Хулиган вылупил на него глаза и протянул диск. Каваноу взял диск и медленно начал переводить идею в аккуратные картинки…
Хулиган удалился, исчез, как лопнувший мыльный пузырь в конце нырка, через чертежный столик Каваноу.
Сам Каваноу по-прежнему сидел в кресле, прислушиваясь. Вскоре снаружи донесся отдаленный нестройный рев. По всему городу, по всему миру, предположил Каваноу, люди обнаруживали, что снова могут читать, что знаки соответствуют тому, о чем они говорят, что остров, которым вдруг стал каждый, теперь превратился в полуостров.
Гвалт продолжался минут двадцать, а затем понемногу затих. Оком своего разума Каваноу видел ту оргию бумагомарания, которая, должно быть, уже начиналась. Он выпрямился в кресле и прислушался к благословенной тишине.
Некоторое время спустя внимание фотографа привлек к себе приступ нарастающей боли, точно забытый на время гнилой зуб. Подумав немного, Каваноу определил эту боль как свою совесть. Да кто ты такой, корила его совесть, чтобы отнимать у людей дар речи — то единственное, что когда-то отличало человека от обезьяны?
Каваноу исправно попытался почувствовать раскаяние, но почему-то не сумел. А кто сказал, спросил он у своей совести, что это был дар? На что мы его использовали?
А я тебе скажу, продолжил он увещевать свою совесть. Вот в табачной лавке: "Эй, а ты чего себе думаешь о тех чертовых янки? Ну, е-мое, это было что-то, да? Ясное дело! Говорю тебе…"
Дома: "Ну, что у тебя сегодня на работе? А-а. Чертов дурдом он и есть дурдом. А у тебя тут как дела? А-атлична! Грех жаловаться. С детишками порядок? Ага. Эх-ма. Ну, что там на обед?"

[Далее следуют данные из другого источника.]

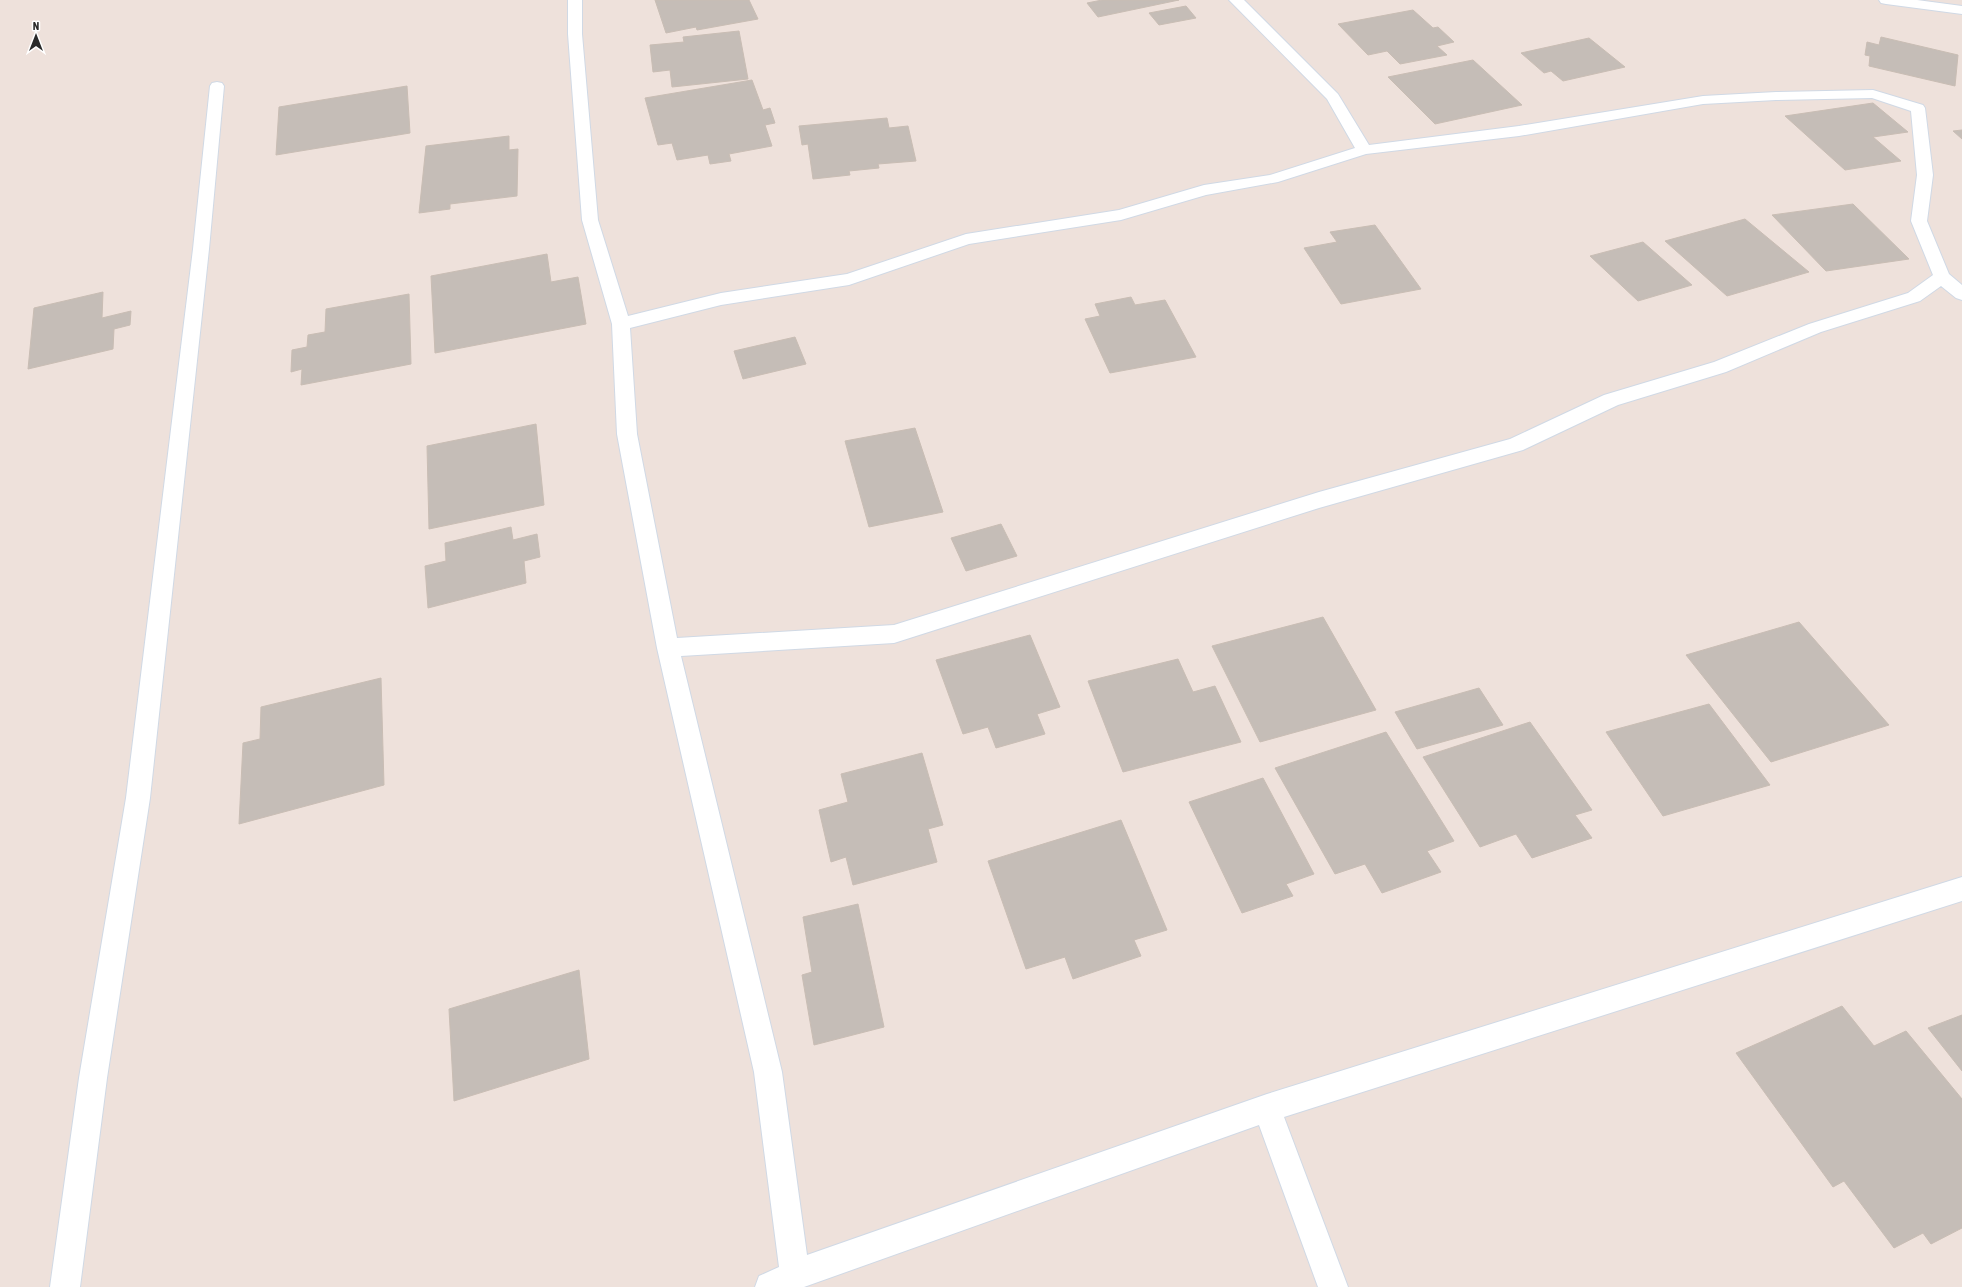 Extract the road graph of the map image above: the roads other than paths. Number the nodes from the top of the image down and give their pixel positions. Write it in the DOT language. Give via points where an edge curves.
graph roads {
  1 [pos="575,0"];
  2 [pos="1236,0"];
  3 [pos="1886,0"];
  4 [pos="1962,10"];
  5 [pos="217,86"];
  6 [pos="1364,150"];
  7 [pos="1942,277"];
  8 [pos="1962,294"];
  9 [pos="621,324"];
  10 [pos="668,648"];
  11 [pos="1962,889"];
  12 [pos="1267,1108"];
  13 [pos="783,1281"];
  14 [pos="65,1287"];
  15 [pos="1333,1287"];
  1 -- 9 [label="street" via="575,34 590,220"];
  2 -- 6 [label="street" via="1332,97"];
  3 -- 4 [label="street"];
  5 -- 14 [label="street" via="201,249 138,798 93,1078"];
  6 -- 7 [label="street" via="1519,131 1703,100 1873,94 1918,108 1926,175 1918,221"];
  6 -- 9 [label="street" via="1272,180 1204,190 1122,215 966,239 849,279 721,299"];
  7 -- 8 [label="street"];
  7 -- 10 [label="street" via="1914,297 1815,328 1720,367 1611,400 1516,445 1319,500 894,634"];
  9 -- 10 [label="street" via="627,434"];
  10 -- 13 [label="street" via="768,1072"];
  11 -- 12 [label="street"];
  12 -- 13 [label="street"];
  12 -- 15 [label="street"];
}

На вечеринке: "Привет, Гарри! Да что ты говоришь, парень! Ну, как ты там? Эт-то хорошо. А как там… ну я ему так прямо и говорю, а кто ты такой, чтобы мне указывать… да, хотелось бы, только нельзя. Все желудок — доктор говорит… Органди, и с маленькими золотистыми пуговками…'Вот так, значит? Ну, а как тебе пару раз по соплям?"
На уличных углах: "Лебенсраум… Нордише Блют…"
Я, сказал своей совести Каваноу, остаюсь при своем мнении.
И совесть ничего ему не ответила.
В тишине Каваноу прошел по комнате к шкафчику с грампластинками и вынул оттуда альбом. На корешке он смог прочесть надпись: МАЛЕР. "Песня о земле".
Фотограф вынул из альбома один из дисков и поставил его на проигрыватель — "Песню пьяницы" из пятой части.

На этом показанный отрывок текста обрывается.